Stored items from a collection

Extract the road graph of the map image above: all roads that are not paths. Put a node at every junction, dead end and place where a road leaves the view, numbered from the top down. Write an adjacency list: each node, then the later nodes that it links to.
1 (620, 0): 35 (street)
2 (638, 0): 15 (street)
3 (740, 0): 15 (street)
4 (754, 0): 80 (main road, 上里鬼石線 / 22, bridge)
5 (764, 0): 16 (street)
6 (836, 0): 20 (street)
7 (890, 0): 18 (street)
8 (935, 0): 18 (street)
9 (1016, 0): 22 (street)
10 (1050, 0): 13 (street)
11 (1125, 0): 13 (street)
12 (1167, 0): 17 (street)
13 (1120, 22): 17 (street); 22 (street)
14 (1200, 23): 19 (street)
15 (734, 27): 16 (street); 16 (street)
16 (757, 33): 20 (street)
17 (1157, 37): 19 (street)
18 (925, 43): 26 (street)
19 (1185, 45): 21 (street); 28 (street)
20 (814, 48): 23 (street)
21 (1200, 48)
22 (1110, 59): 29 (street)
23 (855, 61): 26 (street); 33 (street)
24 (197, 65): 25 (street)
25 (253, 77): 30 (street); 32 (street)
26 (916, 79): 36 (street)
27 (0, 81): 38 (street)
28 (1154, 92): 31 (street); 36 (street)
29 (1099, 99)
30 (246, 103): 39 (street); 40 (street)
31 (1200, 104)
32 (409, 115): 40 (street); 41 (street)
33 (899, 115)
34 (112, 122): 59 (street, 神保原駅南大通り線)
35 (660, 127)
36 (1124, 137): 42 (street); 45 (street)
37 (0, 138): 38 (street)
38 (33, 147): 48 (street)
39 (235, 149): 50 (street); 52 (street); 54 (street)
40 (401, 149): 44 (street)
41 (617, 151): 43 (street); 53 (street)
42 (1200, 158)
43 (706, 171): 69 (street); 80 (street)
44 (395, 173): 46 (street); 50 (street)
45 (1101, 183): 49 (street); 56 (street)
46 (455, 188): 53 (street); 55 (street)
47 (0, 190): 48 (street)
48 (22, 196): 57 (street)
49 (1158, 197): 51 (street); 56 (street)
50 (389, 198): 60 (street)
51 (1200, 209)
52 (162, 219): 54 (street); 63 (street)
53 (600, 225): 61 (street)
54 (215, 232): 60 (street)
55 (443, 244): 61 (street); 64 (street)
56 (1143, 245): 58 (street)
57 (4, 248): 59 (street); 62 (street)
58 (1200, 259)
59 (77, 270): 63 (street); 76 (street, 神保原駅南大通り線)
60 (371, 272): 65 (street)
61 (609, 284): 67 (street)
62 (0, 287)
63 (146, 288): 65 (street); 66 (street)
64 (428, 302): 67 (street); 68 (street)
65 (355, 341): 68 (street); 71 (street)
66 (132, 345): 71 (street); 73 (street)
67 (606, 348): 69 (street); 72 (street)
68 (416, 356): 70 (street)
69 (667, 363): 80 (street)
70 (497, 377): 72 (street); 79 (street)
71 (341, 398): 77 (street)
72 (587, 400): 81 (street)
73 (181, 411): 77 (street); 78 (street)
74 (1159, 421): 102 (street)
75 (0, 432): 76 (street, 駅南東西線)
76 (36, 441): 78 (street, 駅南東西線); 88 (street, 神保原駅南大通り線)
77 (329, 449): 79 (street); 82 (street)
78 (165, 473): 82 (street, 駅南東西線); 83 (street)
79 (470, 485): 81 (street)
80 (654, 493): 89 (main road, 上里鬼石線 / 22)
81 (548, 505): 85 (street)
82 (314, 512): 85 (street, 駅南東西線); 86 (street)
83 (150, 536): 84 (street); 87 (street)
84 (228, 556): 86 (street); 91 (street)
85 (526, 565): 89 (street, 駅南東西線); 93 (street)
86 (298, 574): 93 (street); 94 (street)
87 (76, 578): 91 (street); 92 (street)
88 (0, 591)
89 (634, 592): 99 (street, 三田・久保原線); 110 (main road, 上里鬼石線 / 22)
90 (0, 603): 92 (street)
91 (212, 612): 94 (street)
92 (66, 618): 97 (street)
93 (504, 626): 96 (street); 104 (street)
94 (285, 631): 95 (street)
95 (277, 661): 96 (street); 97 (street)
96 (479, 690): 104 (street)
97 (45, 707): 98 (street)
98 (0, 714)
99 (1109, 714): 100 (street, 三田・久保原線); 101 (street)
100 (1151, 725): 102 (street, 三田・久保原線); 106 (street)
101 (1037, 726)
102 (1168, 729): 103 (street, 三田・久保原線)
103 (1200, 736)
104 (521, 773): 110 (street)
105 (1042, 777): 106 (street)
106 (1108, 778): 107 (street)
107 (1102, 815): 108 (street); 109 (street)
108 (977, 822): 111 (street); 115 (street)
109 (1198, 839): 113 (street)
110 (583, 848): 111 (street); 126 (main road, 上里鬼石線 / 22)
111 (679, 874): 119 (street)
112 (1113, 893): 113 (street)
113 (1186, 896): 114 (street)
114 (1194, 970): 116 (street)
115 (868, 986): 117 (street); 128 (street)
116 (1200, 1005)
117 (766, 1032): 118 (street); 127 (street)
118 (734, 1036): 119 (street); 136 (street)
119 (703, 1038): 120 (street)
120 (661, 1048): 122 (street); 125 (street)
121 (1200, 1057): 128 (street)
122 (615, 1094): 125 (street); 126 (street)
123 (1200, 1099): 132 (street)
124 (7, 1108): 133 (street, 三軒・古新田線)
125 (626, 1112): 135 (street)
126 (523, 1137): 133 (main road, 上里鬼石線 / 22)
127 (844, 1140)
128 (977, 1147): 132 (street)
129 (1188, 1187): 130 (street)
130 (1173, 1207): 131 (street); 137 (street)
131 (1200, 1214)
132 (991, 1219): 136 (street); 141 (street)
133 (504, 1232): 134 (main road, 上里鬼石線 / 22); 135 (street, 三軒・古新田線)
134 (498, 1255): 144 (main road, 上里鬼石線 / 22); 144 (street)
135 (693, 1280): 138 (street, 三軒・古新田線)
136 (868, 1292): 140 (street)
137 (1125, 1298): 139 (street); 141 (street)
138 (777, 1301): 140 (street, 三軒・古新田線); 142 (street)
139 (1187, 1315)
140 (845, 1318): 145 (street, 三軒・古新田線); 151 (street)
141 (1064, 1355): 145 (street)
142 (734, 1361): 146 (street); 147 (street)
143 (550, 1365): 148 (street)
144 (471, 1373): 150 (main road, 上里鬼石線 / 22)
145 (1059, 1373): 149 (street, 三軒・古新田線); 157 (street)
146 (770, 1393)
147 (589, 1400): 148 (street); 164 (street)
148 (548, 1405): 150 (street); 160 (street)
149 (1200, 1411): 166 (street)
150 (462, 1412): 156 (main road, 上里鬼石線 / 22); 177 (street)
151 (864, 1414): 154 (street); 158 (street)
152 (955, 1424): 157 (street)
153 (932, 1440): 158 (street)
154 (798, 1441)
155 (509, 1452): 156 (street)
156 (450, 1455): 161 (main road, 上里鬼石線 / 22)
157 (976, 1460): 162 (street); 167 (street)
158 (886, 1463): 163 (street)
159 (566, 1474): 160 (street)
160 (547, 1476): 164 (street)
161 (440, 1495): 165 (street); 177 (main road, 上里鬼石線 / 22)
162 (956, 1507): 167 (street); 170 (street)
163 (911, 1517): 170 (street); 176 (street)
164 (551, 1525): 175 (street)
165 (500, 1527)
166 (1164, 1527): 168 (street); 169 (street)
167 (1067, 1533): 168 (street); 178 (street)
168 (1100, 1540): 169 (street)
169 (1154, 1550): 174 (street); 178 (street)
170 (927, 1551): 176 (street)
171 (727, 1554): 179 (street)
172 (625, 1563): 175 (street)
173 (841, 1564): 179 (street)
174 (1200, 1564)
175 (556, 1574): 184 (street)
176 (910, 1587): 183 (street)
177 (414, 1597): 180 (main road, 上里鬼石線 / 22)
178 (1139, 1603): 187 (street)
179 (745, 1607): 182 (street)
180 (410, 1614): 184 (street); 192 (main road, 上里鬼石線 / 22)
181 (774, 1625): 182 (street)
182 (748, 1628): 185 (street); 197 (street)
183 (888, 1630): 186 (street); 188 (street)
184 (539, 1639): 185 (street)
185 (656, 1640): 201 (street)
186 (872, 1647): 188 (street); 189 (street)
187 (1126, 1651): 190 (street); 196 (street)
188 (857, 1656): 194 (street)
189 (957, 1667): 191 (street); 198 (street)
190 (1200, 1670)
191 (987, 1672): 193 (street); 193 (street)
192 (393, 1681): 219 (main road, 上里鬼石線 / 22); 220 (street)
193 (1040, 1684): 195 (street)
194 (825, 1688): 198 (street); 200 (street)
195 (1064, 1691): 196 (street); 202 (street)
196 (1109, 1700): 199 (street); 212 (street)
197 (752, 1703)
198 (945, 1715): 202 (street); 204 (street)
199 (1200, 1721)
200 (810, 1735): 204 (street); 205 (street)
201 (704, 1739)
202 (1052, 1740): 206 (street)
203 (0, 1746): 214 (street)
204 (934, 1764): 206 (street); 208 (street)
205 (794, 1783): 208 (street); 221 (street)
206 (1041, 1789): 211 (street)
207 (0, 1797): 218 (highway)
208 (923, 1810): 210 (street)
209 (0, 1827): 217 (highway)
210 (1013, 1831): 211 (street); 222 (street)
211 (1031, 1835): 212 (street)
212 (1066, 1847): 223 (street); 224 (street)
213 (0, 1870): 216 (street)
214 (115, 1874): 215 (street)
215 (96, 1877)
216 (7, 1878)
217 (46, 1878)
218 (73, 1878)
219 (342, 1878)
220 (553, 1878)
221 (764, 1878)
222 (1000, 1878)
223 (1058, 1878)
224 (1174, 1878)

WORK INSTRUCTION
Pull out the lines above in which the word "駅南東西線" appears.

RESULT OF THE EXERCISE
75 (0, 432): 76 (street, 駅南東西線)
76 (36, 441): 78 (street, 駅南東西線); 88 (street, 神保原駅南大通り線)
78 (165, 473): 82 (street, 駅南東西線); 83 (street)
82 (314, 512): 85 (street, 駅南東西線); 86 (street)
85 (526, 565): 89 (street, 駅南東西線); 93 (street)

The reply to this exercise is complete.